(Stored data)
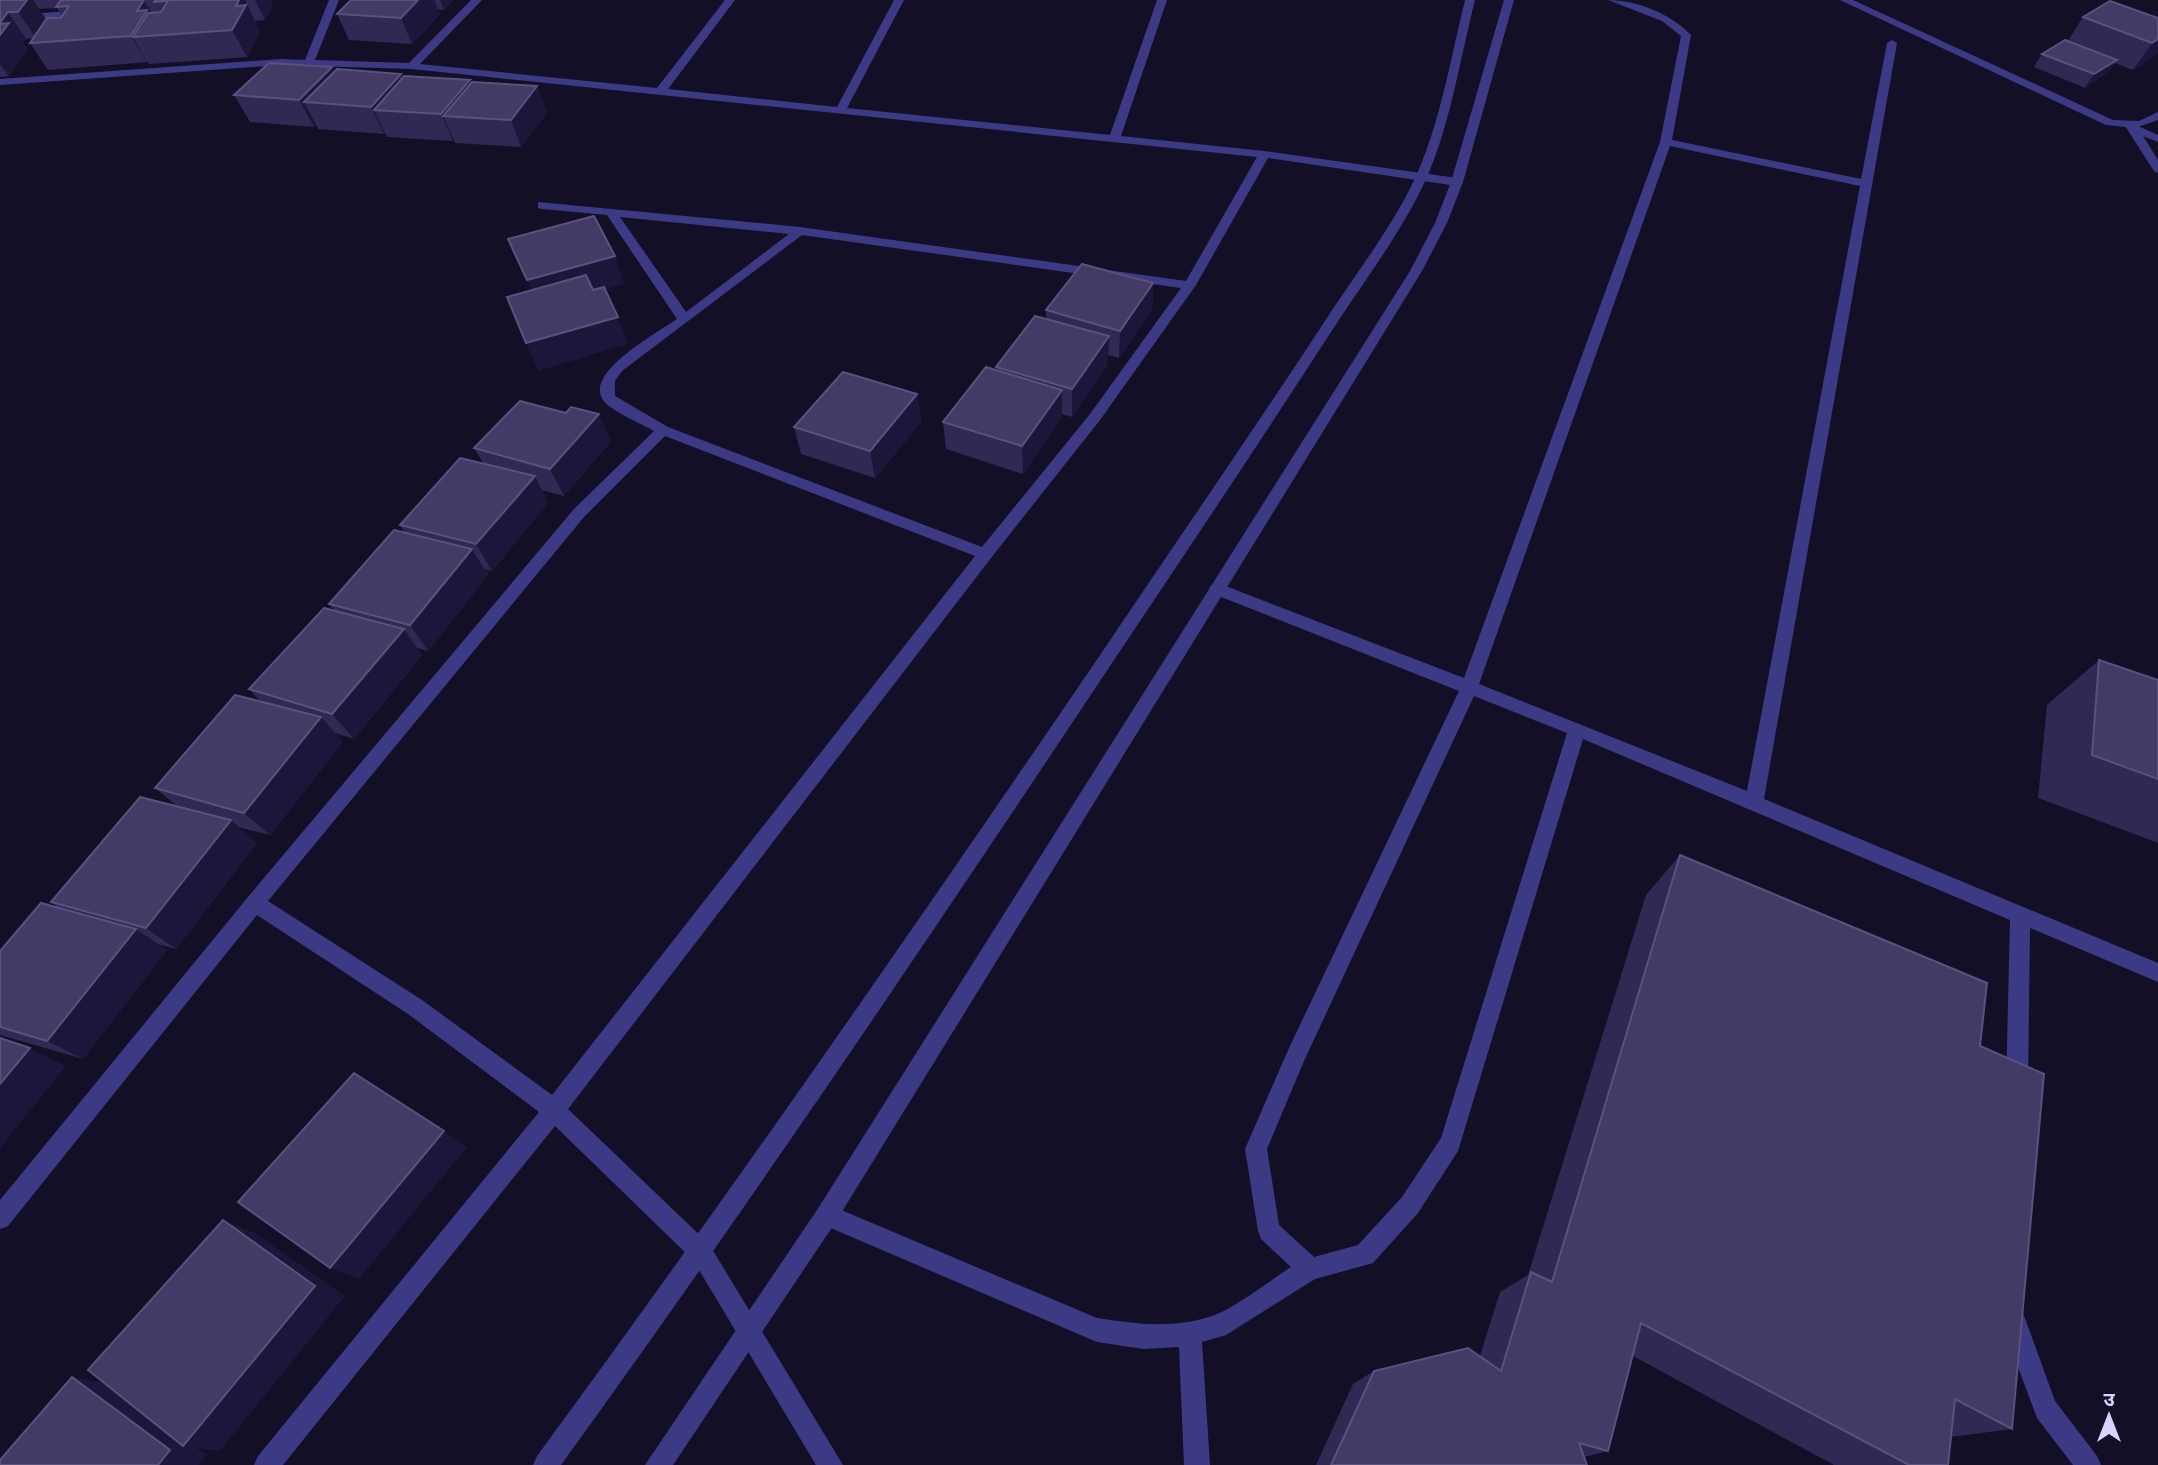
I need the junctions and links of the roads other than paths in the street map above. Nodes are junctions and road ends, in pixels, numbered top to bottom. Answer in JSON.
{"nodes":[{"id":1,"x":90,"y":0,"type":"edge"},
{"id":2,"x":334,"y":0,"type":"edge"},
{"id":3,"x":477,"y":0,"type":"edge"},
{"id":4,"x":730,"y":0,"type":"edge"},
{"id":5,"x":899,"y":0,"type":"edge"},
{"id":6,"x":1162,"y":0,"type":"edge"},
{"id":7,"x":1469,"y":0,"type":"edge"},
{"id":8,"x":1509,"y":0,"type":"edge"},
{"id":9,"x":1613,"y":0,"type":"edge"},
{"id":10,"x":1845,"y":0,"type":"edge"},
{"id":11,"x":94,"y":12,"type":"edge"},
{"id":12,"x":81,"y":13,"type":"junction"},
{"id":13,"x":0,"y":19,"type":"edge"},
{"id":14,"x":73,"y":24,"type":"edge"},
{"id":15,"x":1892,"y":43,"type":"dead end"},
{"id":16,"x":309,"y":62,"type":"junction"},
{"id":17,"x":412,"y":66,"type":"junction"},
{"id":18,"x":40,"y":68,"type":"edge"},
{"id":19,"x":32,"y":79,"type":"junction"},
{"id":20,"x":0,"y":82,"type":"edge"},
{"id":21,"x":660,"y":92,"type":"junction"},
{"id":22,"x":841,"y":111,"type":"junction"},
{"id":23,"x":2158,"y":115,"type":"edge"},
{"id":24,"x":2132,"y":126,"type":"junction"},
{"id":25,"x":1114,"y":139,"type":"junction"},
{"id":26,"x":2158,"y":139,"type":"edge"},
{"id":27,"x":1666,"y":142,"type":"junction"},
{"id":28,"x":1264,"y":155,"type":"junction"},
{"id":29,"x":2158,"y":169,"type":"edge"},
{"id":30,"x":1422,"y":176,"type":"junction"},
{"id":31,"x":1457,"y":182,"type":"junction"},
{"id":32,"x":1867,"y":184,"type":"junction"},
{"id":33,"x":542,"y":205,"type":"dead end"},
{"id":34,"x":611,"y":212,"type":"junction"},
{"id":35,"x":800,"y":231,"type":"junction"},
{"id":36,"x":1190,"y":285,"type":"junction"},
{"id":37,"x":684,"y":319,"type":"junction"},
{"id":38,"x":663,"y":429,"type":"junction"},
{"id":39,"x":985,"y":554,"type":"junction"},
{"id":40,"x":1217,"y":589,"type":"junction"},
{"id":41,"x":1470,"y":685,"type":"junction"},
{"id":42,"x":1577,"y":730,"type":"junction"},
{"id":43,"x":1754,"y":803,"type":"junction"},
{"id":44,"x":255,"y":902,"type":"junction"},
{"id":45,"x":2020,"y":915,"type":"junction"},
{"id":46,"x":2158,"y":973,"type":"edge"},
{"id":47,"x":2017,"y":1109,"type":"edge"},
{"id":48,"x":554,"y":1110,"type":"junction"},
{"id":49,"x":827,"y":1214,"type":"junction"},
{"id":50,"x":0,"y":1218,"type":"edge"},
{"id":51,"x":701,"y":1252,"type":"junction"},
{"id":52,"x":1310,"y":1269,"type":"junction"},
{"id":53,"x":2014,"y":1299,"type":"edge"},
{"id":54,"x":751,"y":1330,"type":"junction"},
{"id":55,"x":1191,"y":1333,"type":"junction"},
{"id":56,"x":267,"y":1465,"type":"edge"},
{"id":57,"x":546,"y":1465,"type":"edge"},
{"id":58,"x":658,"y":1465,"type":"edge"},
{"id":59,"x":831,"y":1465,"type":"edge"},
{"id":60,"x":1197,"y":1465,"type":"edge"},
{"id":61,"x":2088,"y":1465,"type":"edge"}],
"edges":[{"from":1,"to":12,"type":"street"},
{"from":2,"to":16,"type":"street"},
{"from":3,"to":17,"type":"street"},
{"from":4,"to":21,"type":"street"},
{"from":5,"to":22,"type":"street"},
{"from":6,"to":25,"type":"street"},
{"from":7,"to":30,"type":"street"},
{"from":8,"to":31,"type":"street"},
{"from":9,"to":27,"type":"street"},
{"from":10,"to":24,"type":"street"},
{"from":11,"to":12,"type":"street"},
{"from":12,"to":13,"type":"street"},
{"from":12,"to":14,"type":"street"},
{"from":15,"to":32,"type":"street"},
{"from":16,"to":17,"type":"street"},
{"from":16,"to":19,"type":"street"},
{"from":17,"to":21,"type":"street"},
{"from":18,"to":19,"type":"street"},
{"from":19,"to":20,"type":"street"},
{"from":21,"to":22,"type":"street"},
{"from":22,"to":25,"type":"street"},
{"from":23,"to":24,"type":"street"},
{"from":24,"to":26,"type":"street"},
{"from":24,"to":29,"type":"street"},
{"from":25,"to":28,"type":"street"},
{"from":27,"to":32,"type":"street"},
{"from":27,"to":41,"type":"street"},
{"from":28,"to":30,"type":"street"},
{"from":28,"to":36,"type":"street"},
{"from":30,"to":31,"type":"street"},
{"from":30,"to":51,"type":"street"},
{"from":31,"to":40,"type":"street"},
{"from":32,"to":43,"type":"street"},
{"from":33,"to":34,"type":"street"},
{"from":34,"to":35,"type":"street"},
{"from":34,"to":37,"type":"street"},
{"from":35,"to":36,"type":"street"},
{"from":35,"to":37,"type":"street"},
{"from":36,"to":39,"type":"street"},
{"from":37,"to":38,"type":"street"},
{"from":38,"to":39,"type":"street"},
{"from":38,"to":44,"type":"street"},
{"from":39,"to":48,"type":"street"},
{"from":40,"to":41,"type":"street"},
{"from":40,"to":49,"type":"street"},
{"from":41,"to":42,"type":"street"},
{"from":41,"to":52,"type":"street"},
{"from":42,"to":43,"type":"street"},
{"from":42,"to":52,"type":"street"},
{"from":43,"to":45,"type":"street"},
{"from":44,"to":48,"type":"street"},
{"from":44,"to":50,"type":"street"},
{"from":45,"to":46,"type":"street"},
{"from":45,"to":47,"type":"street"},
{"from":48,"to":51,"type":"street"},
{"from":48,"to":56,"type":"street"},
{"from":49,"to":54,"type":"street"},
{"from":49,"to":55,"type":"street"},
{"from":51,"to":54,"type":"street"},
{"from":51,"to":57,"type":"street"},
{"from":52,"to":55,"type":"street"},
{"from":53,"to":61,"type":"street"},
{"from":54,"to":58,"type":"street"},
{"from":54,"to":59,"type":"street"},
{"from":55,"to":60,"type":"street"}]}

§ Task instructions
Find the word "dead" in the entries above. Copy every line that has it.

§ Completed exercise
{"id":15,"x":1892,"y":43,"type":"dead end"},
{"id":33,"x":542,"y":205,"type":"dead end"},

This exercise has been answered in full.